KUALA LUMPUR, April 17 — Many small and medium enterprises (SMEs) in the manufacturing sector outside the Klang Valley are facing difficulties in adapting to the Industry 4.0 (I4.0) as they remain heavily reliant on physical labour.
With most conferences, seminars and roadshows on I4.0 geared towards the deep-pocketed and where only massive corporations or large-scale companies can afford to implement the changes, many local SME owners are left wondering: “How does this apply to me?”
However, the Malaysian National Computer Confederation (MNCC), P2P Talent Development and the Malaysian Productivity Corporation are aiming to address this void by organising a conference of not just talks but networking opportunities between the SMEs and implementers as well as investors.

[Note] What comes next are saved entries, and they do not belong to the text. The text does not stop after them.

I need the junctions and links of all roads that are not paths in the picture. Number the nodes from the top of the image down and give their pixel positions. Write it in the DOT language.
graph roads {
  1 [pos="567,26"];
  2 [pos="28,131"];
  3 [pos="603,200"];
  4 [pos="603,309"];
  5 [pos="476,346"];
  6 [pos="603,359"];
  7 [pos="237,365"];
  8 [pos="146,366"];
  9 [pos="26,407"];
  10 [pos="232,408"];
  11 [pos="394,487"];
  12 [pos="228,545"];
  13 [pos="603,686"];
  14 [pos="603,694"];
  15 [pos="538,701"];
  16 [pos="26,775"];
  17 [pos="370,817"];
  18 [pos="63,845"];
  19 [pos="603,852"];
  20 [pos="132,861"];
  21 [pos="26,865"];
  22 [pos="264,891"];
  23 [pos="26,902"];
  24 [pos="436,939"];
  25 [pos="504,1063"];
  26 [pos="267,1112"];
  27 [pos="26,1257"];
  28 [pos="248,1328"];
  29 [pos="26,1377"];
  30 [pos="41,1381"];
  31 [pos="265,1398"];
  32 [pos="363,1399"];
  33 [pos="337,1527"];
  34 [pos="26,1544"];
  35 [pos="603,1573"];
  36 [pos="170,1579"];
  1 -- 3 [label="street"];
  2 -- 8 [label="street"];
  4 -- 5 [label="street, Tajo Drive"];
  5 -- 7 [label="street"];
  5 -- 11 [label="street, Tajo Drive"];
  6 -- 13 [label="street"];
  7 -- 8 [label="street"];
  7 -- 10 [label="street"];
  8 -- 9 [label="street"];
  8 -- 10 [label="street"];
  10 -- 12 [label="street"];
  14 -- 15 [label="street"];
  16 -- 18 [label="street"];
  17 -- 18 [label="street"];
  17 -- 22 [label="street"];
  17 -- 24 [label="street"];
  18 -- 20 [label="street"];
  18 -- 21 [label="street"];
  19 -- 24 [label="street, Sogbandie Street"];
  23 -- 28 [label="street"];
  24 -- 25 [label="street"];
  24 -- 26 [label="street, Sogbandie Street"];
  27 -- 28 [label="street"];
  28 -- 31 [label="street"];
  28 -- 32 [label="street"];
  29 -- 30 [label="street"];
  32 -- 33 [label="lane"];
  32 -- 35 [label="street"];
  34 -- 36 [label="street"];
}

Titled “Industry 4.0: Demystify, Funding and Roadmap” the conference aims at providing baby steps to the local SME industry on how they can adapt to the future, remain competitive, and not be left behind, all while ensuring they can afford to change.
Local players still stuck in Industry 2.5
In an exclusive interview with Malay Mail, MNCC president Professor Ahmad Zaki Abu Bakar said his aim in organising this conference on April 30 at Hilton Petaling Jaya was to ensure that Malaysian SMEs keep astrid with global advancements.
He recalled a worrying fact revealed when the International Trade and Industries Ministry (Miti) made an assessment regarding the nation’s readiness to embrace I4.0: Many local players are still stuck in Industry 2.5.
“And there’s also assessment being done — are they I4.0 ready? When I was in the MITI task force for I4.0, not many companies are I4.0 ready.
“Actually many are I2.5 ready, that means they are still in the industrial zone. This means that many of our own companies in Malaysia is still labour intensive, especially production and manufacturing. They are still at that level,” said Ahmad Zaki.
Apparently, many in the SME sector are aware and interested in adapting to I4.0 but they are not sure what is in it for them besides having to fork out a lot of money for investment.
The reason behind their reluctance to adapt and its severe consequences
One of the speakers for the conference, Jimmy Cheah, said the reasons behind their refusal to adopt I4.0 are complex.
One major factor for their reluctance to invest in new technology is that Malaysia had adopted industrial technology earlier than countries such as Vietnam and South Korea.
Therefore, many local SME manufacturers have already spent heavily on machinery and equipment, and feel that they have not fully utilised their investments to its maximum capacity.
“The analogy I can give is simple, someone from Generation X or baby boomer is used to desktops or laptops — these are the Malaysian SMEs because we adopted technology earlier than South Korea or Vietnam.
“However, South Korea and Vietnam adapted to the current technology quickly because they started later than us and they began with more modern technology — just like how a millennial easily adopts the iPad or smartphones when compared to the older generation,” Cheah pointed out.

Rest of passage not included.